Estratégias de busca e critérios de seleção dos estudos primários

    A seleção das referências bibliográficas foi realizada nas três principais bases de dados eletrônicos relacionadas com o tema: ISI Web of Science, PsycINFO e Medline. Visando reunir, de forma organizada, a maior quantidade possível de artigos empíricos indexados foram utilizadas tanto as estratégias de busca otimizada, sugeridas por Dickersin et al (1994) e Castro et al (1999), elaboradas de acordo com as características específicas de cada base de dados, como também, a pesquisa genérica apenas pelas palavras-chaves: (soccer or football), combinadas (and), separadamente, com: expert*, tactic*, skill, percept*, anticipation, cognit*, strateg*, decision mak*, consciou*.
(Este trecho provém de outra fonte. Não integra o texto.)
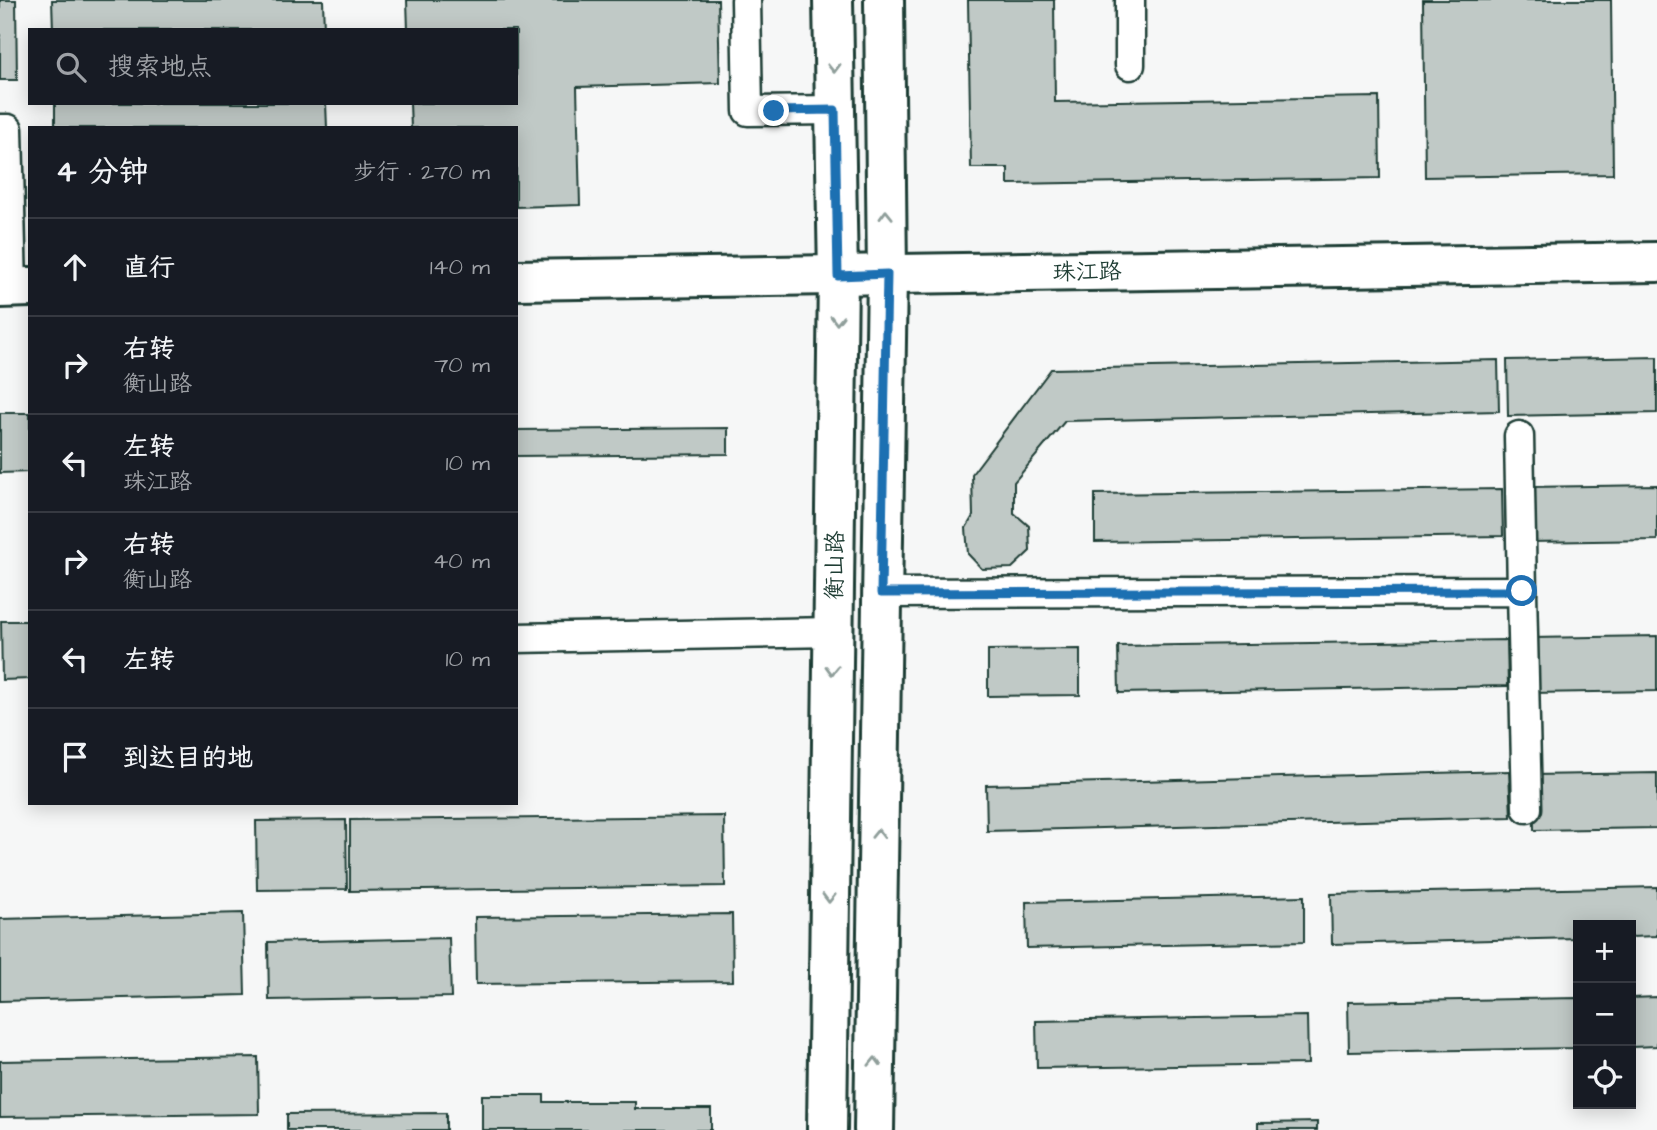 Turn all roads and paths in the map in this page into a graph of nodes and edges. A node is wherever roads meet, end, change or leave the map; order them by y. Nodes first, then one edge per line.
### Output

    As referências bibliográficas encontradas foram organizadas por ordem alfabética e numeradas, viabilizando a exclusão dos itens repetidos, ou seja, dos artigos que constavam na relação de mais de uma base de dados. Em seguida, após a leitura dos abstracts, os artigos foram classificados de acordo com a proximidade com o tema em: (a) incluídos, artigos diretamente relacionados com a tática nos esportes de invasão ou em modalidades similares; (b) complementares, artigos indiretamente relacionados com a tática; (c) excluídos, artigos que versavam sobre temas paralelos, não relacionados com a tática, artigos de revisão e artigos referentes a modalidades esportivas onde o conceito de tática é muito diferente do significado que possui nos esportes de invasão (por exemplo: arco e flecha, golfe, ginástica olímpica).

    Todos os artigos correlacionados com pelo menos um dos termos relacionados abaixo foram classificados como incluídos: (a) estratégias cognitivas: tomada de decisão, solução de problemas, seleção e/ou adequação de respostas, conhecimento tático; (b) estratégias perceptivas: habilidades visuais, percepção espacial, acurácia no reconhecimento de situações, variação e interferência contextual, controle perceptivo; (c) estratégias motoras: aprendizagem, aquisição e transferência de habilidades esportivas específicas, excelência na performance, tempo de reação, capacidade de antecipação, tarefas complexas, indicadores de performance, treinamento técnico-tático.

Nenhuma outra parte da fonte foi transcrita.